Cela "veut dire qu'il faut encore plus agir sur le terrain, coordonner le travail entre la police et la justice, pénétrer et déstabiliser les réseaux affairistes parce que, aux traditionnelles revendications nationalistes se mêlent en Corse la poursuite d'intérêts économiques qui sont peu avouables et des liens avec le très grand banditisme", a souligné le ministre de l'Intérieur. Pour lui, "il faut s'attaquer, sans renoncer, sans faire aveu d'impuissance, à cette mafia, à ce qui gangrène la société corse qui ne va pas bien".

Quant aux moyens développés en Corse, "il y [en] a déjà beaucoup sur le terrain", a jugé Manuel Valls, même si, "peut-être faut-il encore plus d'enquêteurs et de magistrats, une plus grande coordination sur le terrain entre enquêteurs et magistrats pour atteindre ces objectifs". Il a annoncé qu'il se rendrait "sans doute début novembre" en Corse avec la ministre de la Justice, Christiane Taubira, "ensemble, à la fois pour mettre en oeuvre cette coordination plus efficace des services de justice et de police, pour s'attaquer à cet affairisme, à ces réseaux, à ces hommes qui tuent".

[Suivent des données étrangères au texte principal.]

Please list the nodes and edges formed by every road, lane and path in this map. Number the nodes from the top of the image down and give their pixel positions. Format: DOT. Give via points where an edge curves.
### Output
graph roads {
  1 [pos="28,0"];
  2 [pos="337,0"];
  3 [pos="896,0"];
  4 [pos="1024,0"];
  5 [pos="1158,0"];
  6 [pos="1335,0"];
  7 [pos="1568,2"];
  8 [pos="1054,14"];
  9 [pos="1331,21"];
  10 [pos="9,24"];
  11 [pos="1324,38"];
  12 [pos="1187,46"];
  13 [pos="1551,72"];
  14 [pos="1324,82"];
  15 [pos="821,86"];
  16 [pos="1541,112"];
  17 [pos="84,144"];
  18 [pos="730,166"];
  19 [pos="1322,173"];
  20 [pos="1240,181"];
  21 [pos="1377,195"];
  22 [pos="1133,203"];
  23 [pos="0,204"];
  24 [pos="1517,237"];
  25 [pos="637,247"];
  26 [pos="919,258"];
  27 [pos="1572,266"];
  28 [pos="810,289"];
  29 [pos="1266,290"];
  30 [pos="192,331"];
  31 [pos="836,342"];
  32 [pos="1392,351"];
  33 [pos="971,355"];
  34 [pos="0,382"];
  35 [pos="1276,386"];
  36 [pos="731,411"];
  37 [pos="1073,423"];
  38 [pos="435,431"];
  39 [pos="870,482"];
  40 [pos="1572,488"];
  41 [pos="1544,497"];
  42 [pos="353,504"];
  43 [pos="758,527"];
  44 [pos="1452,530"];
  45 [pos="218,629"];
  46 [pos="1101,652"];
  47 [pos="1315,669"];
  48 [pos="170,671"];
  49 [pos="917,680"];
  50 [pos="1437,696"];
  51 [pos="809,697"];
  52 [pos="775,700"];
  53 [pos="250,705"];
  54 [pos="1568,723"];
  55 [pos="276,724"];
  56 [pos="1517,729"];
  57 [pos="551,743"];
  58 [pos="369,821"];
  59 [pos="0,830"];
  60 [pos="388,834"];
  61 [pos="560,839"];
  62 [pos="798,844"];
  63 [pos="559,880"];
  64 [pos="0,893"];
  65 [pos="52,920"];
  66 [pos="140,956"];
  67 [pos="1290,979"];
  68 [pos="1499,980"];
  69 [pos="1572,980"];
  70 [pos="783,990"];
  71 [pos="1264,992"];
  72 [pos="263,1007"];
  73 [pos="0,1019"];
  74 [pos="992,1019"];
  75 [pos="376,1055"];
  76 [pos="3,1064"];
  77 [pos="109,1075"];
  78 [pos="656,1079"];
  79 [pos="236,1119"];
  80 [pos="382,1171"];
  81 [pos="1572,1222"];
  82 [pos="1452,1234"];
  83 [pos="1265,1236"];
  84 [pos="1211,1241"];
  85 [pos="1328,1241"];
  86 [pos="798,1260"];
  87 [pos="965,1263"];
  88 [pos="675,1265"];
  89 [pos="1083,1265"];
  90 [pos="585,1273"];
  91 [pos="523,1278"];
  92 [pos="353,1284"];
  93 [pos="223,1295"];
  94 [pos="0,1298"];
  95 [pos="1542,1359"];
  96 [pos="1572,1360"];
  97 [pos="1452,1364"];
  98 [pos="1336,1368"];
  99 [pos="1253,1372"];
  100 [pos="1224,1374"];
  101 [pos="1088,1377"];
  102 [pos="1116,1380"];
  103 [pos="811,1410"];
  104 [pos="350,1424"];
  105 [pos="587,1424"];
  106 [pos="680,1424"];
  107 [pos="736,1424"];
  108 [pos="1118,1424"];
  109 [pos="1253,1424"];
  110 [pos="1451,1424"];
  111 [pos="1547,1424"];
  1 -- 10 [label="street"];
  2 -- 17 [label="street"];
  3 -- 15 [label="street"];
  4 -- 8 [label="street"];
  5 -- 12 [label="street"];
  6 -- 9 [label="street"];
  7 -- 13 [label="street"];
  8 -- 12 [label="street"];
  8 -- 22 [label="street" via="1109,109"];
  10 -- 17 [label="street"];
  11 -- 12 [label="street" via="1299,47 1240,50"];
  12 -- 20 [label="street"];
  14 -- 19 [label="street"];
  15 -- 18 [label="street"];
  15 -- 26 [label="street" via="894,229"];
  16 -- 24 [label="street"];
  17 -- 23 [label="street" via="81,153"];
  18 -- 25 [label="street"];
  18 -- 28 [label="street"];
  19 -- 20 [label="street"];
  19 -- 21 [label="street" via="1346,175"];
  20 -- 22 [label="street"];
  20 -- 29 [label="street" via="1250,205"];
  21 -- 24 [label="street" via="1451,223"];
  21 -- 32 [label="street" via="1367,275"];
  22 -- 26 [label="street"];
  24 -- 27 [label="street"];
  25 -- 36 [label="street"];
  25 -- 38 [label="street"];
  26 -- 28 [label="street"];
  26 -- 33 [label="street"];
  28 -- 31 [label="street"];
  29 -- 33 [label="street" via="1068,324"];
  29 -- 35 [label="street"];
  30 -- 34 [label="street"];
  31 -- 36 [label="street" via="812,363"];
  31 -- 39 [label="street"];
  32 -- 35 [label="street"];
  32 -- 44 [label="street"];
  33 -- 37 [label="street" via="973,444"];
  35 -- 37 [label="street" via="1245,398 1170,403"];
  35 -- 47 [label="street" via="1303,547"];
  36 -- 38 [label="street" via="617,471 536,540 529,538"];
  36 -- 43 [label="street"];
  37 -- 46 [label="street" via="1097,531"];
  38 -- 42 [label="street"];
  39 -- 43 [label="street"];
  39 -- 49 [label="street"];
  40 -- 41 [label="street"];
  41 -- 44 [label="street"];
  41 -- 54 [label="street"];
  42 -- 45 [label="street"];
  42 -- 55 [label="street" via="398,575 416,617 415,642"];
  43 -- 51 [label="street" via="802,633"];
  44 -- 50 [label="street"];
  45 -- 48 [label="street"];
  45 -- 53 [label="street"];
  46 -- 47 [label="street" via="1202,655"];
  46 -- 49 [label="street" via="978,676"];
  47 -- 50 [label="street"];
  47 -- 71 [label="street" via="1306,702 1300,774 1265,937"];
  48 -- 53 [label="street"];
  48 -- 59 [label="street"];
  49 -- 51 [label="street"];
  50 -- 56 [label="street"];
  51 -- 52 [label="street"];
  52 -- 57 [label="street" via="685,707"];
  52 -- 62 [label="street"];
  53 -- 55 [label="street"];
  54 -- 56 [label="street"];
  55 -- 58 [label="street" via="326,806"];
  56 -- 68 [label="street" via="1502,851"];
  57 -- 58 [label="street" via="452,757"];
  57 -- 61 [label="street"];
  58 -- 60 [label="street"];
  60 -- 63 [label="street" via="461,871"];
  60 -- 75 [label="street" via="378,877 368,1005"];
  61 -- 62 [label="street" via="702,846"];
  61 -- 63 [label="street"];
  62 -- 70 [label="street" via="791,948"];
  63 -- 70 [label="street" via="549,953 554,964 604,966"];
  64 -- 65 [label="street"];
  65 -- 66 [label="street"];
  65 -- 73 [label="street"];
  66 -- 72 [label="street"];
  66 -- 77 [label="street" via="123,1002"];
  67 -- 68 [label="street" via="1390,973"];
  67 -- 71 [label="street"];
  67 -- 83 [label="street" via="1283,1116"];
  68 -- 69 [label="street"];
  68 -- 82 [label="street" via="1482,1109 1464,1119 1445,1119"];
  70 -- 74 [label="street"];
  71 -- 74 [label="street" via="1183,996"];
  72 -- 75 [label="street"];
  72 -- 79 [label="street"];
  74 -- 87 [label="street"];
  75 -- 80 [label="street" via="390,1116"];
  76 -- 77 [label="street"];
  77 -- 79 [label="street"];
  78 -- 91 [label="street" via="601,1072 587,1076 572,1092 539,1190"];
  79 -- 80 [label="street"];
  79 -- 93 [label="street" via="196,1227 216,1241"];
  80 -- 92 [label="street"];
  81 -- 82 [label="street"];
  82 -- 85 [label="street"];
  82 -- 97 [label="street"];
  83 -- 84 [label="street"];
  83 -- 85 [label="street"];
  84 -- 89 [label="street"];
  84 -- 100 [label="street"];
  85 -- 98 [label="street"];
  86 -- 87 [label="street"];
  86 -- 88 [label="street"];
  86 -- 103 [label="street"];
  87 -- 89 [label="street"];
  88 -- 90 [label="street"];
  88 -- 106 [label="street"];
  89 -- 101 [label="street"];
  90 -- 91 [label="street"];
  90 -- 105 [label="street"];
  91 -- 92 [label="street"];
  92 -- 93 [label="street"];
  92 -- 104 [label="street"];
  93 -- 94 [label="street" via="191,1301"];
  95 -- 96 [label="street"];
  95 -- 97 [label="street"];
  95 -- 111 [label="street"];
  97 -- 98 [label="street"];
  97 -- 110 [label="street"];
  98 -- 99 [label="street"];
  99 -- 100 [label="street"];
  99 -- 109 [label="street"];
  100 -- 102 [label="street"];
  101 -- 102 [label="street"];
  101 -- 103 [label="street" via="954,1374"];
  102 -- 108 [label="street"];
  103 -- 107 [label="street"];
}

Cette double visite sera aussi l'occasion, selon le ministre de l'Intérieur, d' "adresser un message d'espoir à la Corse car la société corse a besoin d'apaisement pour assurer son développement dans un contexte économique qui est déjà difficile". En attendant, "je veux dire aux Corses que l'Etat, le gouvernement, sont mobilisés, que notre mobilisation est totale pour éradiquer la violence", a conclu Manuel Valls.